What to produce: What is needed here is every line of the records that includes "Activity".

[Excerpted records Boundary: Start]

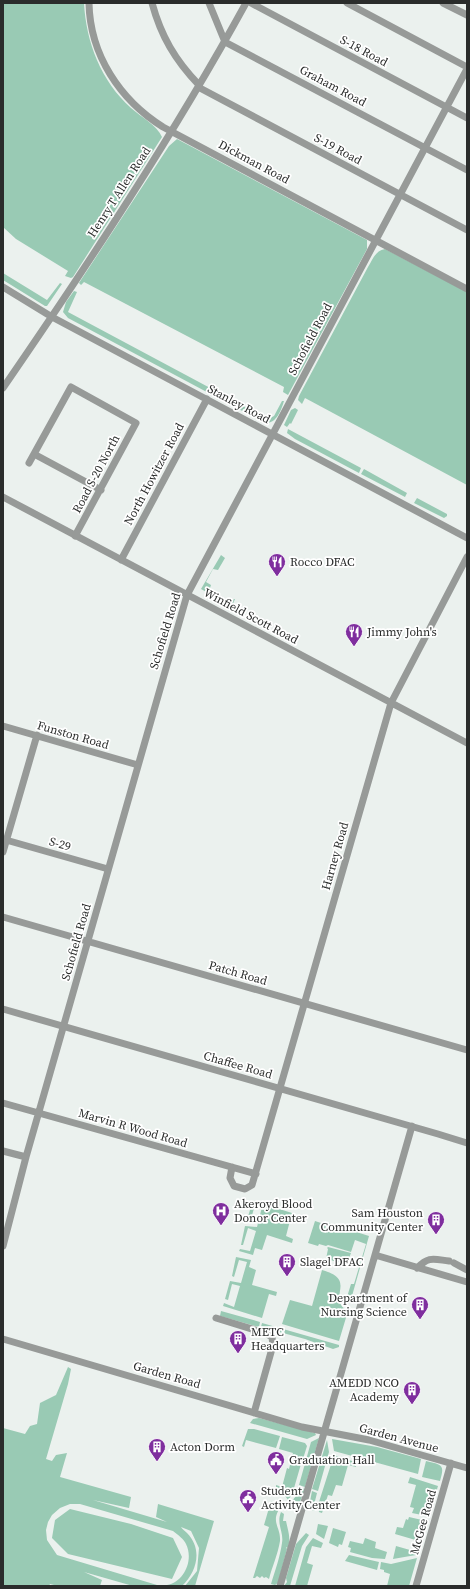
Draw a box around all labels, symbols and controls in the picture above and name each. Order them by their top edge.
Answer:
street label: S-18 Road [337,32,391,70]
street label: Graham Road [297,62,369,110]
street label: S-19 Road [311,130,365,168]
street label: Dickman Road [216,137,293,188]
street label: Henry T Allen Road [84,144,154,240]
street label: Schofield Road [284,300,336,378]
street label: Stanley Road [205,381,273,427]
street label: North Howitzer Road [120,420,188,528]
street label: Road S-20 North [69,432,123,516]
restaurant icon: Rocco DFAC [267,552,287,577]
place label: Rocco DFAC [290,554,355,570]
street label: Winfield Scott Road [201,584,301,648]
street label: Schofield Road [146,591,184,671]
restaurant icon: Jimmy John's [344,622,364,647]
place label: Jimmy John's [366,624,437,640]
street label: Funston Road [35,717,111,753]
street label: Harney Road [318,820,352,892]
street label: S-29 [47,833,73,855]
street label: Schofield Road [57,901,95,982]
street label: Patch Road [207,957,269,989]
street label: Chaffee Road [202,1048,274,1083]
street label: Marvin R Wood Road [77,1105,189,1151]
place label: Akeroyd Blood Donor Center [234,1196,313,1226]
hospital icon: Akeroyd Blood Donor Center [211,1201,231,1226]
place label: Sam Houston Community Center [321,1205,423,1235]
building icon: Sam Houston Community Center [426,1210,446,1235]
building icon: Slagel DFAC [277,1252,297,1277]
place label: Slagel DFAC [300,1254,364,1270]
place label: Department of Nursing Science [320,1290,409,1320]
building icon: Department of Nursing Science [410,1295,430,1320]
place label: METC Headquarters [251,1324,324,1354]
building icon: METC Headquarters [228,1329,248,1354]
street label: Garden Road [131,1358,203,1392]
place label: AMEDD NCO Academy [329,1375,400,1405]
building icon: AMEDD NCO Academy [402,1380,422,1405]
street label: Garden Avenue [358,1420,440,1456]
building icon: Acton Dorm [147,1437,167,1462]
place label: Acton Dorm [170,1439,235,1455]
public building icon: Graduation Hall [266,1450,286,1475]
place label: Graduation Hall [289,1452,375,1468]
place label: Student Activity Center [261,1483,340,1513]
street label: McGee Road [406,1487,440,1556]
public building icon: Student Activity Center [238,1488,258,1513]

[Excerpted records Boundary: End]

Exercise answer:
place label: Student Activity Center [261,1483,340,1513]
public building icon: Student Activity Center [238,1488,258,1513]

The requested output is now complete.